● What you will do
Reply with each record repeated exactly.

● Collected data

=== Section Start ===

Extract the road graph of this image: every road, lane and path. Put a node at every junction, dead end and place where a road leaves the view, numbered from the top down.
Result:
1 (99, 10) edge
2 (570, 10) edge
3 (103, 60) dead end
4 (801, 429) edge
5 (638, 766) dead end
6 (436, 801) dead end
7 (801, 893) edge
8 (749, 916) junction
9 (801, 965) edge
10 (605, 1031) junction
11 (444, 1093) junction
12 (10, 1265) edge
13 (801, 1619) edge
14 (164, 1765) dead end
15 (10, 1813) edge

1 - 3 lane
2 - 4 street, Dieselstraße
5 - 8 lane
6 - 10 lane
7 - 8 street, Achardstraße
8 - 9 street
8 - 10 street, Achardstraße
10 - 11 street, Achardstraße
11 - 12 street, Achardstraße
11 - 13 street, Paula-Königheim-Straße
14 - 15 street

=== Section End ===

● Exercise answer
Extract the road graph of this image: every road, lane and path. Put a node at every junction, dead end and place where a road leaves the view, numbered from the top down.
Result:
1 (99, 10) edge
2 (570, 10) edge
3 (103, 60) dead end
4 (801, 429) edge
5 (638, 766) dead end
6 (436, 801) dead end
7 (801, 893) edge
8 (749, 916) junction
9 (801, 965) edge
10 (605, 1031) junction
11 (444, 1093) junction
12 (10, 1265) edge
13 (801, 1619) edge
14 (164, 1765) dead end
15 (10, 1813) edge

1 - 3 lane
2 - 4 street, Dieselstraße
5 - 8 lane
6 - 10 lane
7 - 8 street, Achardstraße
8 - 9 street
8 - 10 street, Achardstraße
10 - 11 street, Achardstraße
11 - 12 street, Achardstraße
11 - 13 street, Paula-Königheim-Straße
14 - 15 street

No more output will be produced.